In recent years, election night in America has become a lot like New Year’s Eve. Bars, restaurants and hotel ballrooms fill up with revelers; colleges host watch parties; kids beg their parents to stay up late. And everywhere, people tune into election night coverage. In 2016, more than 71 million Americans watched the returns come in in real time, about twice as many as watched the ball drop in Times Square.
This year the entertainment factor will be compromised. The munching of red, white and blue tortilla chips is still permitted, but this is no time to be crowding into bars and parties. And there’s another potential downer: Delays in counting the votes could mean the evening ends in frustration for both sides.
That would be a pity — but there’d be no need to call it a crisis.
Even if one candidate handily wins the popular vote and the Electoral College, it could take days or weeks to know it.
Take Pennsylvania, which went narrowly for Trump in 2016. Some 2.4 million voters there have already cast ballots, thanks to this year’s unprecedented expansion of voting by mail. According to state law, none can be processed before Tuesday, when officials will be busy running in-person operations.
Many other states have seen a massive expansion of early voting. More than 93 million Americans have already cast their ballots, and every state has its own rules for counting them. New Jersey officials got a 10-day head start; Wisconsin officials will begin counting Tuesday; in Michigan, even unofficial results might not be available until Friday. Expecting mail slowdowns, some states will accept postmarked ballots that arrive weeks after Election Day. And as results do trickle out tomorrow night, early returns could skew red or blue, depending on states’ ballot-counting methods.
So be it.
In this year’s extraordinary circumstances, votes will take longer than usual to count, and close races might not be called promptly.
The delays are unfortunate, but what matters is accuracy.

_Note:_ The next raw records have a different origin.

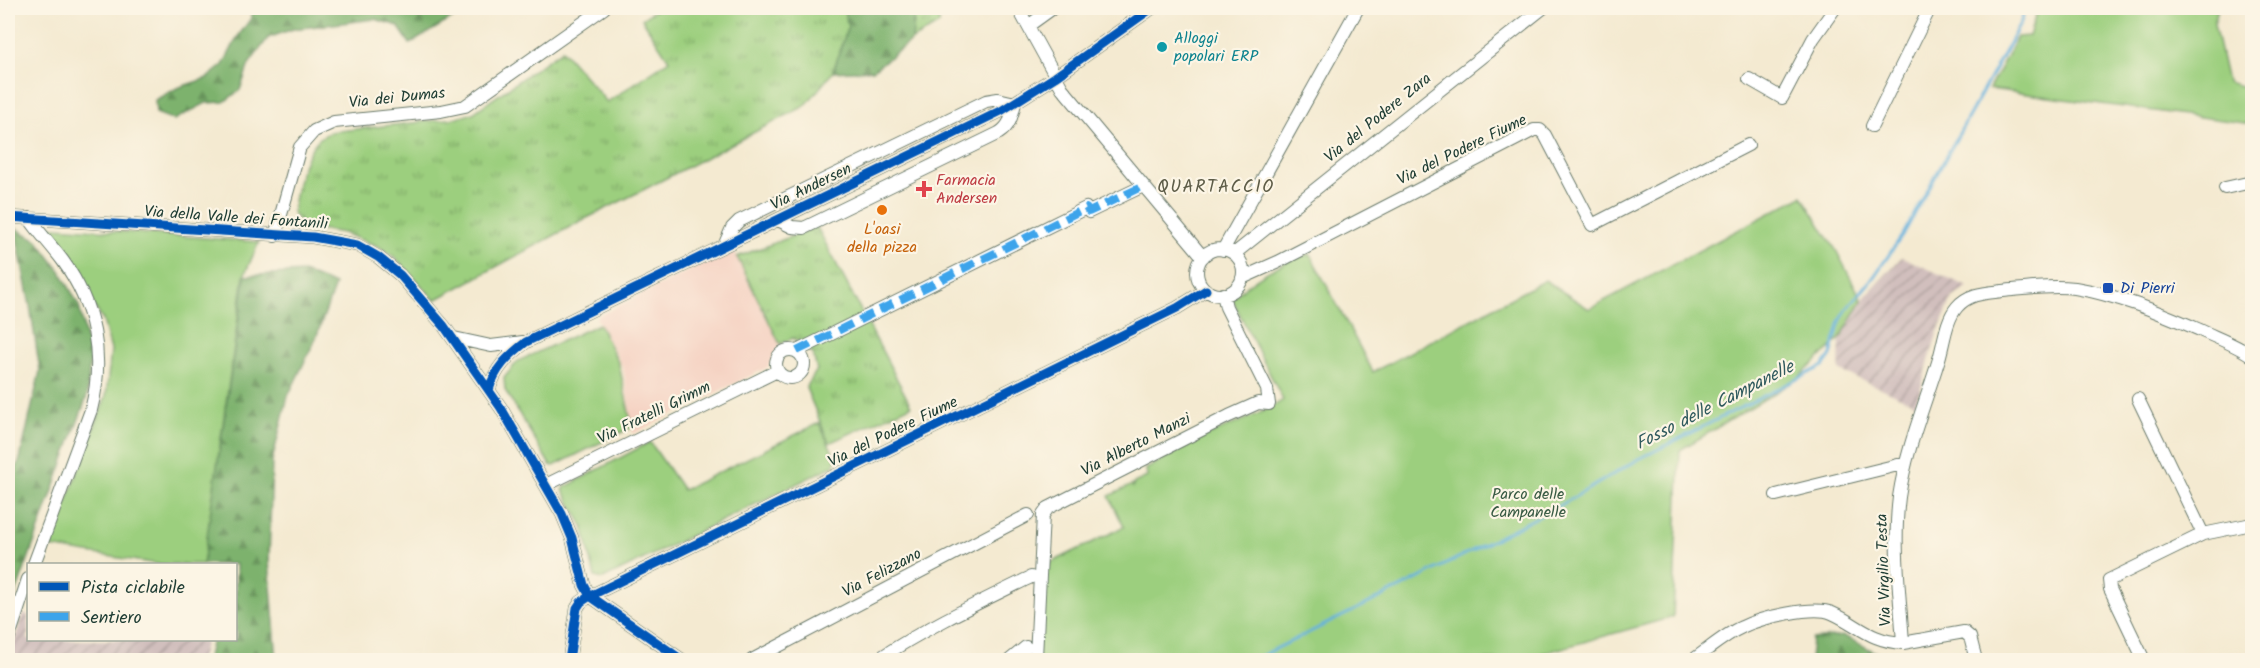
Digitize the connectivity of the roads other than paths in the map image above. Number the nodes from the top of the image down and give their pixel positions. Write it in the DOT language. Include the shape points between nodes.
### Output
graph roads {
  1 [pos="604,8"];
  2 [pos="1018,8"];
  3 [pos="1053,8"];
  4 [pos="1152,8"];
  5 [pos="1358,8"];
  6 [pos="1543,8"];
  7 [pos="1835,8"];
  8 [pos="1930,8"];
  9 [pos="1028,26"];
  10 [pos="1055,76"];
  11 [pos="1749,80"];
  12 [pos="1015,103"];
  13 [pos="1872,126"];
  14 [pos="1748,145"];
  15 [pos="2253,182"];
  16 [pos="1139,188"];
  17 [pos="2225,188"];
  18 [pos="8,217"];
  19 [pos="29,218"];
  20 [pos="778,220"];
  21 [pos="56,221"];
  22 [pos="275,236"];
  23 [pos="51,244"];
  24 [pos="724,246"];
  25 [pos="1229,252"];
  26 [pos="1203,257"];
  27 [pos="1242,278"];
  28 [pos="1206,290"];
  29 [pos="1223,294"];
  30 [pos="454,338"];
  31 [pos="526,342"];
  32 [pos="797,351"];
  33 [pos="2253,356"];
  34 [pos="777,370"];
  35 [pos="489,390"];
  36 [pos="2139,399"];
  37 [pos="1905,463"];
  38 [pos="546,485"];
  39 [pos="1776,495"];
  40 [pos="1028,514"];
  41 [pos="2253,524"];
  42 [pos="2203,534"];
  43 [pos="34,563"];
  44 [pos="1031,577"];
  45 [pos="27,582"];
  46 [pos="590,596"];
  47 [pos="8,640"];
  48 [pos="1903,643"];
  49 [pos="1026,647"];
  50 [pos="1036,657"];
  51 [pos="570,660"];
  52 [pos="682,660"];
  53 [pos="752,660"];
  54 [pos="877,660"];
  55 [pos="1010,660"];
  56 [pos="1693,660"];
  57 [pos="1976,660"];
  58 [pos="2144,660"];
  1 -- 22 [label="street, Via dei Dumas" via="465,106 334,122 314,131 300,147"];
  2 -- 9 [label="street"];
  3 -- 9 [label="street"];
  4 -- 10 [label="street, Via Andersen"];
  5 -- 25 [label="street"];
  6 -- 25 [label="street, Via del Podere Zara"];
  7 -- 11 [label="street" via="1813,39 1782,98"];
  8 -- 13 [label="street"];
  9 -- 10 [label="street"];
  10 -- 12 [label="street, Via Andersen"];
  10 -- 26 [label="street"];
  12 -- 20 [label="street, Via Andersen"];
  12 -- 20 [label="street, Via Andersen" via="1011,121 999,134 804,228"];
  12 -- 24 [label="street, Via Andersen" via="994,99 981,103 739,221"];
  14 -- 27 [label="street, Via del Podere Fiume" via="1592,225 1545,135 1534,130"];
  15 -- 17 [label="street"];
  16 -- 32 [label="street" via="1089,212 1086,208"];
  18 -- 19 [label="street, Via della Valle dei Fontanili"];
  19 -- 21 [label="street, Via della Valle dei Fontanili"];
  19 -- 23 [label="street"];
  20 -- 24 [label="street, Via Andersen"];
  21 -- 22 [label="street, Via della Valle dei Fontanili"];
  21 -- 23 [label="street"];
  22 -- 30 [label="street, Via della Valle dei Fontanili" via="331,240 373,253 409,284"];
  23 -- 43 [label="street" via="86,302 96,335 98,369 89,416"];
  24 -- 31 [label="street, Via Andersen"];
  25 -- 26 [label="street" via="1212,250"];
  25 -- 27 [label="street" via="1242,268"];
  26 -- 28 [label="street" via="1198,274"];
  27 -- 29 [label="street" via="1234,290"];
  28 -- 29 [label="street"];
  28 -- 46 [label="street, Via del Podere Fiume" via="1178,308"];
  29 -- 50 [label="street, Via Alberto Manzi" via="1268,389 1269,404 1258,403 1229,416 1048,508 1043,515"];
  30 -- 31 [label="street, Via Andersen" via="491,346"];
  30 -- 35 [label="street, Via della Valle dei Fontanili"];
  31 -- 35 [label="street, Via Andersen" via="501,364"];
  32 -- 34 [label="street, Via Fratelli Grimm" via="780,354"];
  32 -- 34 [label="street" via="804,363 802,373 789,379"];
  33 -- 37 [label="street, Via Virgilio Testa" via="2154,311 2076,288 1980,293 1959,304 1948,323"];
  34 -- 38 [label="street, Via Fratelli Grimm"];
  35 -- 38 [label="street, Via della Valle dei Fontanili"];
  36 -- 42 [label="street"];
  37 -- 39 [label="street"];
  37 -- 48 [label="street, Via Virgilio Testa" via="1897,548"];
  38 -- 46 [label="street, Via della Valle dei Fontanili" via="569,528"];
  40 -- 53 [label="street, Via Felizzano"];
  41 -- 42 [label="street"];
  42 -- 58 [label="street" via="2109,580"];
  44 -- 54 [label="street"];
  45 -- 47 [label="street"];
  46 -- 51 [label="street" via="577,608"];
  46 -- 52 [label="street"];
  48 -- 56 [label="street" via="1873,637 1828,612 1810,611 1743,626"];
  48 -- 57 [label="street, Via Virgilio Testa" via="1964,632 1970,637"];
  49 -- 55 [label="street"];
}
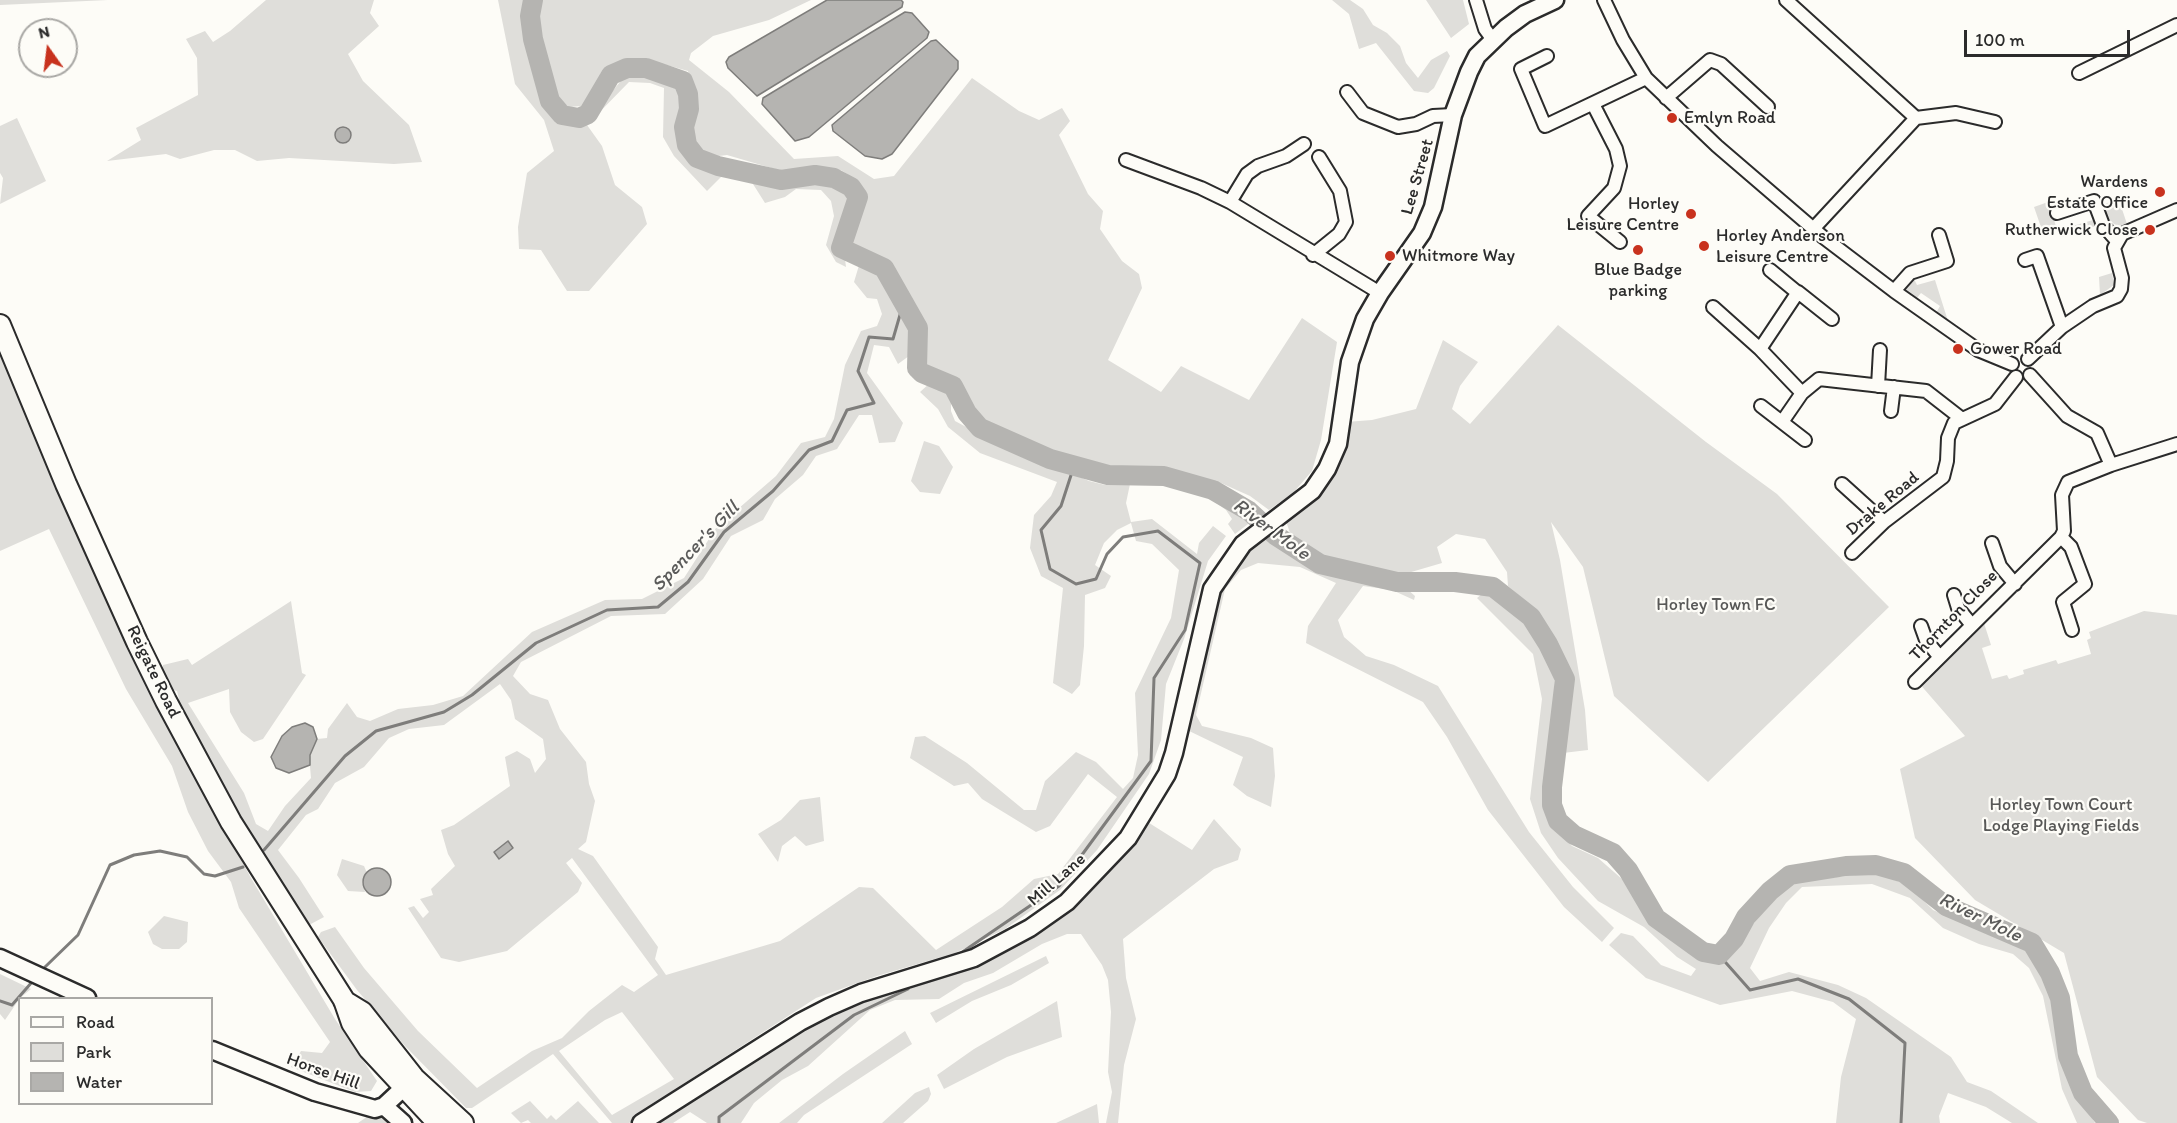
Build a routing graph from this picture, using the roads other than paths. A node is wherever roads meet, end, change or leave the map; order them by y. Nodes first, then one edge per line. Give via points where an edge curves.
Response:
1 (1476, 0) edge
2 (1552, 0) edge
3 (1604, 0) edge
4 (1786, 0) edge
5 (2177, 25) edge
6 (1493, 40) junction
7 (1547, 56) dead end
8 (2079, 74) dead end
9 (1646, 78) junction
10 (1347, 92) dead end
11 (1666, 98) junction
12 (1593, 104) junction
13 (1768, 106) dead end
14 (1454, 115) junction
15 (1916, 118) junction
16 (1995, 122) dead end
17 (1304, 144) dead end
18 (1319, 157) dead end
19 (1126, 160) dead end
20 (1230, 202) junction
21 (2177, 210) edge
22 (2057, 213) dead end
23 (1813, 229) junction
24 (1939, 235) dead end
25 (2117, 241) junction
26 (1620, 242) dead end
27 (1313, 255) junction
28 (2025, 260) dead end
29 (1770, 270) dead end
30 (1894, 291) junction
31 (1380, 293) junction
32 (1798, 293) junction
33 (1713, 307) dead end
34 (1832, 319) dead end
35 (0, 325) edge
36 (2062, 327) junction
37 (1760, 349) junction
38 (1880, 350) dead end
39 (2028, 359) junction
40 (2012, 364) junction
41 (2030, 375) junction
42 (2016, 377) junction
43 (1878, 386) junction
44 (1894, 387) junction
45 (1802, 393) junction
46 (1761, 405) dead end
47 (1891, 411) dead end
48 (1962, 419) junction
49 (1782, 422) junction
50 (1805, 440) dead end
51 (2177, 444) edge
52 (2110, 465) junction
53 (1842, 484) dead end
54 (1312, 491) joint
55 (1884, 522) junction
56 (2061, 537) junction
57 (1992, 543) dead end
58 (1852, 554) dead end
59 (2015, 584) junction
60 (1954, 595) dead end
61 (1971, 624) junction
62 (1921, 626) dead end
63 (2072, 630) dead end
64 (1938, 655) junction
65 (1915, 682) dead end
66 (0, 958) edge
67 (83, 997) edge
68 (213, 1050) edge
69 (409, 1083) junction
70 (384, 1106) junction
71 (404, 1123) edge
72 (438, 1123) edge
73 (463, 1123) edge
74 (641, 1123) edge

1 - 6 street via 1485,30
2 - 6 street, Lee Street via 1526,14
3 - 9 street
4 - 15 street
5 - 8 street
6 - 14 street, Lee Street via 1477,56 1461,88
7 - 12 street via 1521,69 1545,126
9 - 11 street
9 - 12 street
10 - 14 street via 1363,113 1398,127 1434,116
11 - 13 street via 1710,60 1721,64
11 - 23 street
12 - 26 street via 1616,149 1620,166 1614,188 1588,216
14 - 31 street, Lee Street via 1433,207 1422,233
15 - 16 street via 1956,113
15 - 23 street
17 - 20 street via 1247,174
18 - 27 street via 1340,191 1346,222 1340,234
19 - 20 street
20 - 27 street
21 - 25 street via 2129,230
22 - 25 street via 2094,201 2103,225
23 - 30 street
24 - 30 street via 1947,261 1910,273
25 - 36 street via 2115,256 2122,278 2117,296 2093,306
27 - 31 street
28 - 36 street via 2037,256
29 - 32 street
30 - 40 street via 1978,350
31 - 54 street, Lee Street via 1365,319 1350,362 1338,444
32 - 34 street
32 - 37 street
33 - 37 street
35 - 69 main road, Reigate Road via 83,522 166,701 247,849 344,1000 362,1012
36 - 39 street
37 - 45 street
38 - 43 street
39 - 40 street via 2021,358
39 - 41 street via 2033,366
40 - 42 street
41 - 42 street via 2024,379
41 - 52 street via 2067,416 2097,433
42 - 48 street via 1995,404
43 - 44 street
43 - 45 street via 1819,379
44 - 47 street
44 - 48 street via 1926,391
45 - 49 street
46 - 49 street
48 - 55 street, Drake Road via 1954,423 1948,438 1943,477
49 - 50 street
51 - 52 street
52 - 56 street via 2073,478 2064,488
53 - 55 street
54 - 74 street, Mill Lane via 1253,536 1221,572 1204,614 1180,733 1167,774 1128,838 1067,902 1001,945 958,964 861,993 800,1022
55 - 58 street, Drake Road
56 - 59 street
56 - 63 street via 2071,548 2085,584 2063,602
57 - 59 street, Thornton Close via 2000,566
59 - 61 street, Thornton Close
60 - 61 street via 1958,608
61 - 64 street, Thornton Close
62 - 64 street
64 - 65 street, Thornton Close
66 - 67 street
68 - 70 street, Horse Hill via 315,1092 362,1107
69 - 70 street
69 - 72 main road, Reigate Road
69 - 73 main road, Reigate Road
70 - 71 street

The president was wrong to say that it would be “totally inappropriate” to tally ballots for two weeks after Election Day, if that’s how long it takes to count them.
Note, as well, that valid ballots processed after Election Day can’t reverse the electors’ verdict, as some suggest: Until they’re counted, there is no verdict.
Admittedly, voters in most other rich countries are puzzled that the U.S. finds counting votes so taxing. And after the hanging-chads fiasco of 2000 — a protracted muddle that led many voters to call the result of that election illegitimate — it’s shocking that voting systems weren’t brought up to the standards expected elsewhere.
The fact is, they weren’t, and the coronavirus crisis then made matters worse.
That means delay, which in turn demands patience.
It might take the edge off the evening, but there’s no need for alarm. Just count the votes.